すい臓がんにより、9月24日、84歳でこの世を去った漫画家のさいとう・たかをさん。驚きや悲しみとともに、多くの人の脳裏には、

「『ゴルゴ13』の最終回、どうなるの!?」

 ということが頭をよぎったのではないだろうか。

原作者が亡くなっても続く作品たち

 1968年11月の連載開始以来、同一漫画家による連載漫画として日本で4番目の長さを誇る人気長寿作品で、コミックスは202巻まで発売され、単一漫画シリーズ世界一として7月にギネス認定されたばかりだった。

 このような長寿作品につきものなのが、はたして最終回は無事に描かれるのかということ。『ゴルゴ13』も同様の話題にのぼることが多く、「最終回のプロットはすでに完成しており、下書きが金庫に厳重に保管されている」という都市伝説も流れるほどだった(これはさいとうさん本人が「私の頭の中にしかありません」とインタビューで否定している)。

 結果的にさいとうさんによる『ゴルゴ13』の最終回は描かれることはなくなったわけだが、連載中の『ゴルゴ13』、そして『鬼平犯科帳』の2作品については、以前からプロダクションによる分業制作制度が実施されてきたことを理由に、スタッフと編集部の協力体制での連載継続が発表された。

 これまでも、連載を抱える人気作品の原作者が、最終回を迎える前に亡くなり、多くのファンが悲しみに暮れるというパターンが多々あった。

 今年の5月に死去した三浦健太郎さんの人気作『ベルセルク』は、最新話が9月に発表されたものの、現時点で今後は「未定」だという。2009年に登山中に事故死しした臼井儀人さんの『クレヨンしんちゃん』は、残されていたストック原稿をもとに臼井さんの死後も数回掲載され、その後は元スタッフにより『新クレヨンしんちゃん』として新連載が開始され、現在に至っている。
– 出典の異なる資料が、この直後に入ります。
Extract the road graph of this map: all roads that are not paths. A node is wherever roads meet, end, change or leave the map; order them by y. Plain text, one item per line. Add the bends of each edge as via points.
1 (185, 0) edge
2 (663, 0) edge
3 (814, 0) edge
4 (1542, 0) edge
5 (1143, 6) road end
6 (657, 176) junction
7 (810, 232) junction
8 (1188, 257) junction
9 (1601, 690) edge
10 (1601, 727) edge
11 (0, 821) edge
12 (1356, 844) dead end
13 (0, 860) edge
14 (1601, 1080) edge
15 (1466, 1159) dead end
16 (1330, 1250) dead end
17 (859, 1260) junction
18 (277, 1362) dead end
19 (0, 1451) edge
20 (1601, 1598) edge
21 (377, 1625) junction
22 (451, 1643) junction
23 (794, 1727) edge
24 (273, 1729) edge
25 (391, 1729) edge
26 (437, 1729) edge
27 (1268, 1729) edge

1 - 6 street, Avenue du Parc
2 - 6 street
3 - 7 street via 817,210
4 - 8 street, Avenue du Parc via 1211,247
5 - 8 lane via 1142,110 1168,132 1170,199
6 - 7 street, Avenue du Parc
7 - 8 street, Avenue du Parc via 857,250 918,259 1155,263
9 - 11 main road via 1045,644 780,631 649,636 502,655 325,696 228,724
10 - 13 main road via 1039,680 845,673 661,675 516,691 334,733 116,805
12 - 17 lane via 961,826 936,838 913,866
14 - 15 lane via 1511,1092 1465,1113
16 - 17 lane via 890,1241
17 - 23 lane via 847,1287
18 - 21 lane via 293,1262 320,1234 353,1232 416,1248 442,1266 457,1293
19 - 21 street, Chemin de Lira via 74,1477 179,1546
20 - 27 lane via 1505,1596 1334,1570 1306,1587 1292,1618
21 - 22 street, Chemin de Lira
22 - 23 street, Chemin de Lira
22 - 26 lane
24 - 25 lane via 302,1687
「さいとう先生のように、残されたスタッフでストーリーも新たに考えながら引き継ぐというものは珍しいですね。さくらももこ先生の『ちびまる子ちゃん』は、生前に制作されたアニメ用の脚本をもとに、さくらプロダクションのスタッフが作画を担当し、《原作:さくらももこ》という扱いで、タイトルや話数も引き継ぎ、漫画雑誌『りぼん』に不定期掲載されています。『クレヨンしんちゃん』は別作品としての連載になり、藤子・F・不二雄先生の『ドラえもん』の漫画作品に関しては、キャラクターを用いた学習漫画や派生作品などが生前より執筆されていましたので、先生の描く原作とは区別された扱いですね」

 と、ある出版関係者は言う。では、テレビアニメの世界ではどうなのか。『ドラえもん』『クレヨンしんちゃん』『ちびまる子ちゃん』などは、作者の死後も放送は継続中だ。

アニメに関していえば『サザエさん』もそうですよね。このような日常系の短編作品は、長編ストーリーものと違い世界観さえ崩さなければ続けていくことができる。逆に、いつでもやめられるという側面もあります。特に民放の場合は、その作品にお金を出してくれるスポンサーがいるかぎり、ずっと続けていけるともいえます」(テレビ局関係者)

 作者独自の世界観や画風のクセが強く、ストーリー構成などの理由から継続不能な作品は、作者逝去後に引き継ぐことが難しくなり、未完となってしまうこともあるということだ。

「手塚治虫先生の『ネオ・ファウスト』や、石ノ森章太郎先生の『サイボーグ009』の完結編など、どれだけ気になっても読むことは叶わない作品もありますからね。現在、連載継続中の人気長寿作品も、やはり『最終回を読みたい!』という思いはそれぞれのファンの中にあるのではないでしょうか」(前出・出版関係者)

 存命中に描ききるか、ゴルゴや鬼平のように遺志をきっちり継ぐことができるか。はたまた最終回をあえて作らず受け入れてもらうか。ファンに夢を与えてくれる作品たちの最終回というのは「見たいようで見たくない、見たくないようで見てみたい」不思議な回なのかもしれない。